A minha crónica em A Barca.
Há uns anos descobri que para um professor do ensino não
superior todos os problemas da educação possuem uma data inexorável de
resolução. O dia da aposentação. Aquilo que parece irresolúvel torna-se
resolúvel. Voltar as costas à escola e esquecer que ela existe. Este cinismo
não nasceu do acaso, nem se deve à índole malévola de quem tem por missão
ensinar os outros. Como muito dos cinismos, nasce de uma impotência perante a
realidade. E que realidade é essa? Ela é multifacetada, mas há duas
características que interferem de sobremaneira na relação dos professores com a
escola.
Por um lado, existe na sociedade portuguesa uma cultura
inimiga da aprendizagem e daquilo que esta exige. Aprender exige atenção,
dedicação, esforço e superação de obstáculos. Aprender exige que se seja capaz
de sacrificar os prazeres e desejos imediatos a um prazer maior que nascerá do
esforço e da auto-superação. Este tipo de atitude, contudo, é rara na sociedade
portuguesa e a maioria dos alunos, quando chega às escolas, já vem vacinada
contra o esforço. Esta cultura ferozmente inimiga da aprendizagem é uma
realidade que qualquer professor conhece, mas é completamente desconhecida pelo
Ministério da Educação.
Aqui surge uma segunda característica que distorce a relação
do professorado português com a escola. Os governantes educativos vivem em completa
e contínua negação da realidade. Para eles não existe qualquer cultura adversa
à aprendizagem em Portugal. Se os alunos não aprendem, o problema não está na cultura
que trazem consigo, mas nas estratégias de ensino que são adoptadas. Então, os
governos entregam-se à prática delirante de promover reformas sobre reformas
educativas (há mais uma em curso) com o desígnio de obrigar os professores a
usar as estratégias que farão o milagre de multiplicar a sabedoria dos alunos,
como Cristo, em Betsaida, multiplicou pães e peixes.

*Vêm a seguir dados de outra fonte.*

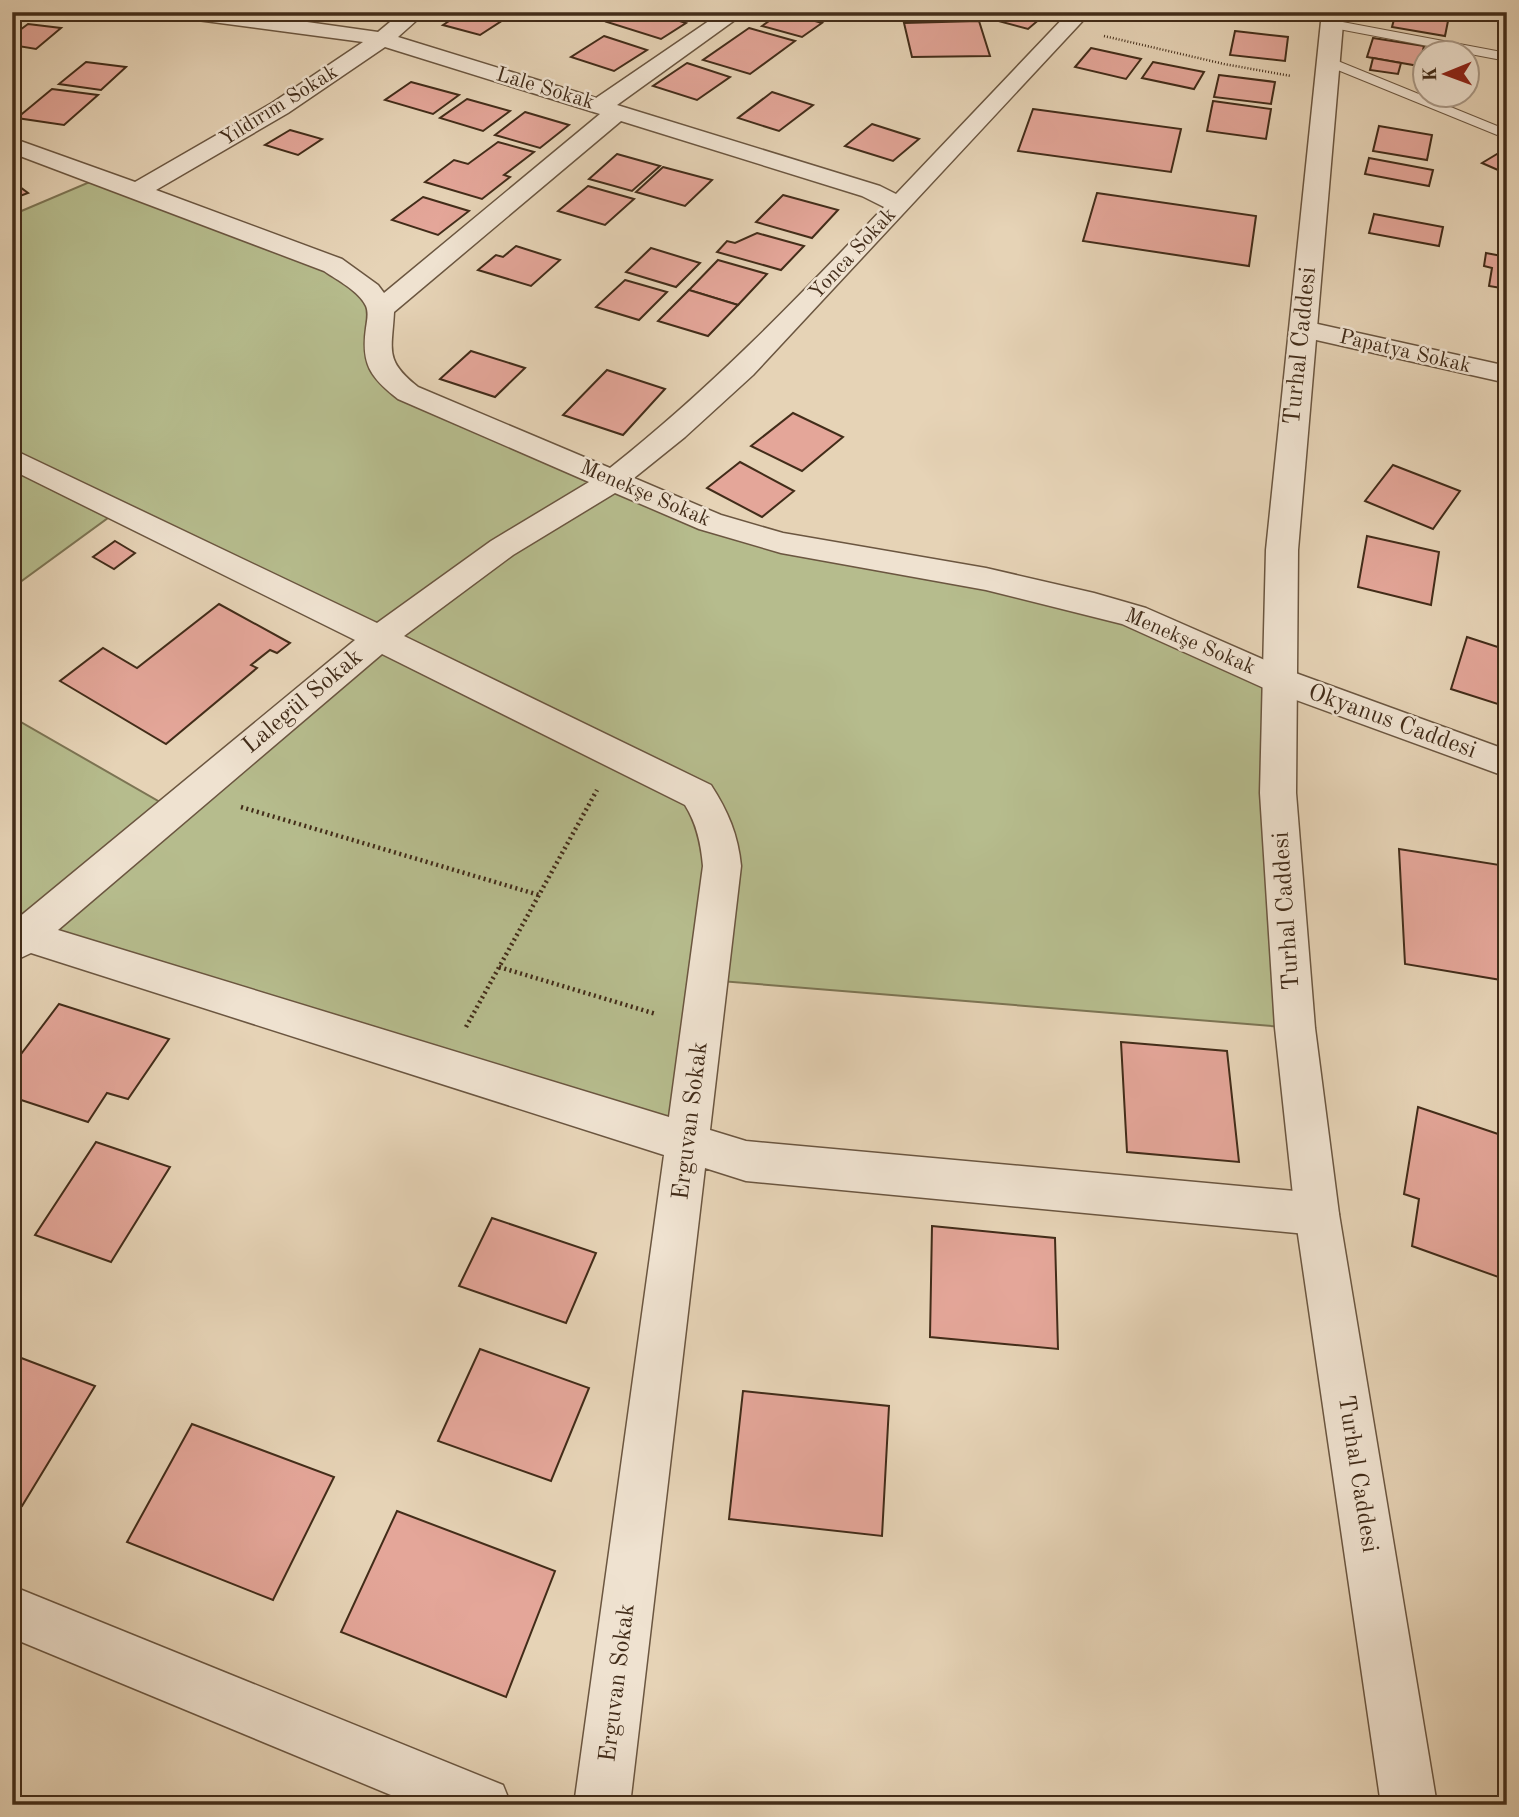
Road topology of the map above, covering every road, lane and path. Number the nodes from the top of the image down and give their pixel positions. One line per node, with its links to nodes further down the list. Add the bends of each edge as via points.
1 (182, 12): 6 (street, Lale Sokak)
2 (416, 12): 6 (street, Yıldırım Sokak)
3 (736, 12): 9 (street)
4 (1332, 18): 7 (lane); 8 (street, Turhal Caddesi)
5 (1075, 20): 8 (path, via 1224,64); 13 (street, Yonca Sokak)
6 (383, 39): 9 (street, Lale Sokak); 12 (street, Yıldırım Sokak, via 295,98)
7 (1507, 57)
8 (1327, 72): 10 (lane); 15 (street, Turhal Caddesi)
9 (608, 109): 13 (street, Lale Sokak, via 871,191); 14 (street)
10 (1507, 135)
11 (12, 145): 12 (street)
12 (136, 192): 14 (street, via 333,265 369,291)
13 (898, 205): 18 (street, Yonca Sokak, via 743,369)
14 (381, 309): 18 (street, Menekşe Sokak, via 376,350 389,379 408,393)
15 (1304, 329): 16 (street, Papatya Sokak); 20 (street, Turhal Caddesi, via 1282,550)
16 (1507, 375)
17 (12, 457): 19 (street, Erguvan Sokak)
18 (612, 481): 19 (street, Lalegül Sokak, via 502,548); 20 (street, Menekşe Sokak, via 710,522 770,540 986,579 1094,604 1185,637)
19 (379, 638): 21 (street, Erguvan Sokak); 23 (street, Lalegül Sokak)
20 (1278, 680): 22 (street, Okyanus Caddesi); 30 (street, Turhal Caddesi, via 1278,793 1287,920)
21 (616, 755): 24 (path); 27 (street, Erguvan Sokak, via 698,795 721,840 722,866)
22 (1507, 764)
23 (194, 794): 24 (path); 25 (street, Lalegül Sokak)
24 (539, 895): 26 (path)
25 (18, 940): 28 (street)
26 (499, 967): 27 (path); 28 (path)
27 (702, 1028): 29 (street, Erguvan Sokak)
28 (443, 1068): 29 (street)
29 (688, 1144): 30 (street, via 746,1161); 33 (street, Erguvan Sokak)
30 (1317, 1214): 34 (street, Turhal Caddesi)
31 (12, 1612): 32 (street)
32 (483, 1805)
33 (602, 1805)
34 (1409, 1805)

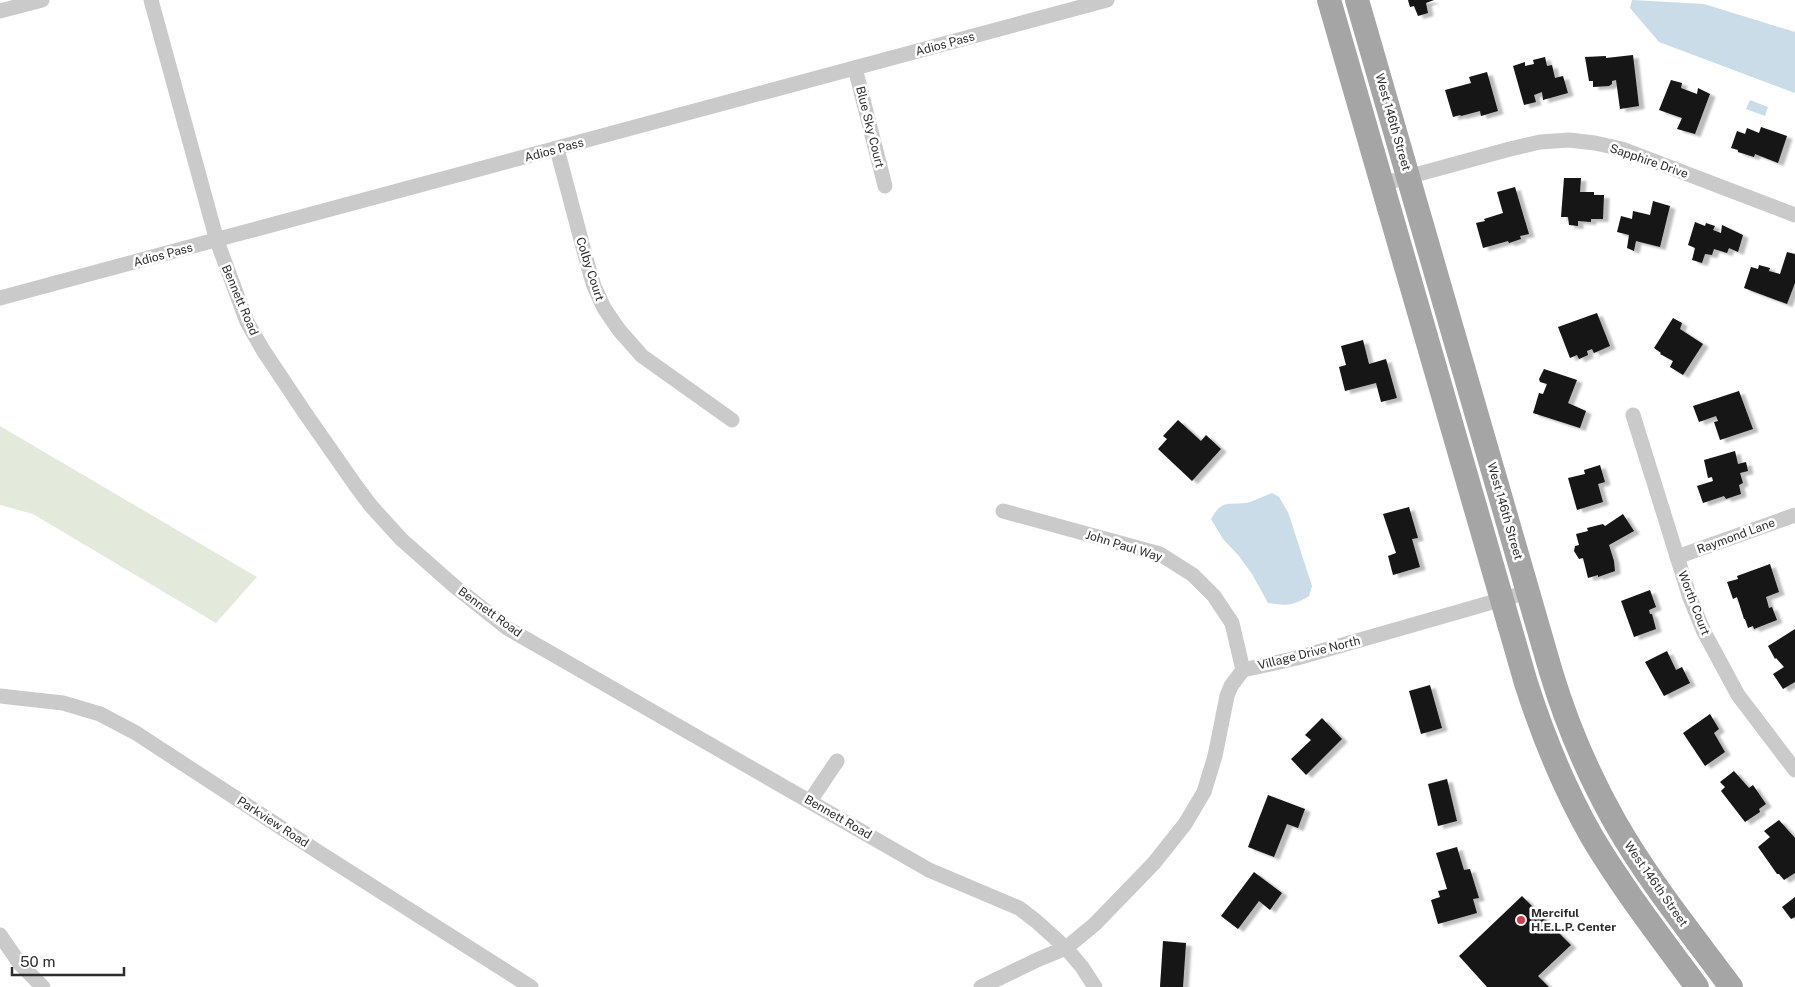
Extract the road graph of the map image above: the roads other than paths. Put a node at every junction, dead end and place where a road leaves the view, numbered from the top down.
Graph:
1 (42, 0) edge
2 (151, 0) edge
3 (1107, 0) edge
4 (1329, 0) edge
5 (1357, 0) edge
6 (0, 11) edge
7 (855, 68) junction
8 (557, 149) junction
9 (1408, 176) junction
10 (1382, 184) junction
11 (885, 186) dead end
12 (1795, 215) edge
13 (216, 241) junction
14 (0, 298) edge
15 (1633, 415) dead end
16 (732, 420) dead end
17 (1003, 511) dead end
18 (1795, 515) edge
19 (1677, 557) junction
20 (1528, 592) junction
21 (1502, 600) junction
22 (1243, 670) junction
23 (0, 696) edge
24 (837, 761) dead end
25 (1795, 770) edge
26 (810, 801) junction
27 (0, 935) edge
28 (1066, 948) junction
29 (43, 987) edge
30 (531, 987) edge
31 (981, 987) edge
32 (1095, 987) edge
33 (1697, 987) edge
34 (1730, 987) edge

1 - 6 street
2 - 13 street, Bennett Road
3 - 7 street, Adios Pass
4 - 10 main road
5 - 9 main road, West 146th Street
7 - 8 street, Adios Pass
7 - 11 street, Blue Sky Court
8 - 13 street, Adios Pass
8 - 16 street, Colby Court
9 - 10 street, Sapphire Drive
9 - 12 street, Sapphire Drive
9 - 20 main road, West 146th Street
10 - 21 main road
13 - 14 street, Adios Pass
13 - 26 street, Bennett Road
15 - 19 street, Worth Court
17 - 22 street, John Paul Way
18 - 19 street, Raymond Lane
19 - 25 street, Worth Court
20 - 21 street, Village Drive North
20 - 34 main road, West 146th Street
21 - 22 street, Village Drive North
21 - 33 main road
22 - 28 street, Village Drive North
23 - 30 street, Parkview Road
24 - 26 street
26 - 28 street, Bennett Road
27 - 29 street
28 - 31 street, Village Drive North
28 - 32 street, Bennett Road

O problema é que ninguém sabe, a começar pelos governantes
reformadores, que estratégias são essas que hão-de dar de comer a quem não tem
fome. Como as ideias delirantes dos governantes são inaplicáveis, pois negam a
realidade existente, aqueles criam nas escolas um inferno com a finalidade de
obrigar os professores a justificar por que razão ideias tão brilhantes não têm
qualquer efeito na realidade. Isto tornou as escolas universos kafkianos,
cheias de regras e práticas burocráticas, problemas imaginários e soluções
absurdas. Durante anos, impotentes, os professores tentam perceber o porquê de
tudo isto, até que um dia descobrem que tudo se resolverá quando chegar o dia
da aposentação.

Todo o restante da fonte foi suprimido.